Keywords: robotics, 3D mapping, teleoperation, real-time systems, collaborative environments, remote sensing, multi-agent systems, human–robot interaction
TL;DR: A real-time framework that combines free-space carving from multiple robots into a shared 3D model, enabling simultaneous visualization by multiple remote operators.
Abstract: Teleoperation of mobile robots using live video is bandwidth-heavy and suffers from latency under real-world network conditions, reducing operator performance. To address this, we extend free-space carving (CARV) to a networked, multi-robot, multi-operator setting.

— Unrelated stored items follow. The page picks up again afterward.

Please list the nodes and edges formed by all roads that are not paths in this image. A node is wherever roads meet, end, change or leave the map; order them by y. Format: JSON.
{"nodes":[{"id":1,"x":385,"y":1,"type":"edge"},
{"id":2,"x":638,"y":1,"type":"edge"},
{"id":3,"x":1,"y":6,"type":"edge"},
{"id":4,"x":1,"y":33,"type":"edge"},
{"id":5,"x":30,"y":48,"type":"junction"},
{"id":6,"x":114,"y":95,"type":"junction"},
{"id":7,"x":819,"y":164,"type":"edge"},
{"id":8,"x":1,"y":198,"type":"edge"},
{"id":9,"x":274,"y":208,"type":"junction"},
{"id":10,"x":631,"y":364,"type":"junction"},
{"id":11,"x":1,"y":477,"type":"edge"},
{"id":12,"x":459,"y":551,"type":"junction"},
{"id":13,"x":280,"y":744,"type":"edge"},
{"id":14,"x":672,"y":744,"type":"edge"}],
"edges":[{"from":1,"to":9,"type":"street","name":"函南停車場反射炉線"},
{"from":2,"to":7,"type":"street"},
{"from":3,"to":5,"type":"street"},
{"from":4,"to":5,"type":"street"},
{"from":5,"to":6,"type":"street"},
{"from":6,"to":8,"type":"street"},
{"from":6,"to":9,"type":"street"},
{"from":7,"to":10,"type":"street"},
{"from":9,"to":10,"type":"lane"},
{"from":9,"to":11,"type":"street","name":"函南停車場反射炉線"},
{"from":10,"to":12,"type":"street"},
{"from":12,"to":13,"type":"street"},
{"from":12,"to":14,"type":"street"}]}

Our system modifies CARV to export geometry in the glTF format and apply singular value decomposition (SVD) to keyframes for efficient, view-dependent texturing. A Unity-based central server aggregates updates from several robots via ZeroMQ and distributes the resulting 3D model to multiple clients using real-time protocols. On consumer hardware (Intel Core i7-12700H, 16 GB RAM, Wi-Fi), the framework supported 4 CARV instances and 4 simultaneous viewers without performance bottlenecks. Operators remain free to explore previously delivered geometry even when updates are delayed, avoiding the direct coupling of camera motion and network latency seen in traditional video teleoperation. This approach enables collaborative 3D mapping by teams of robots and operators, with promising applications in time-critical domains such as disaster response.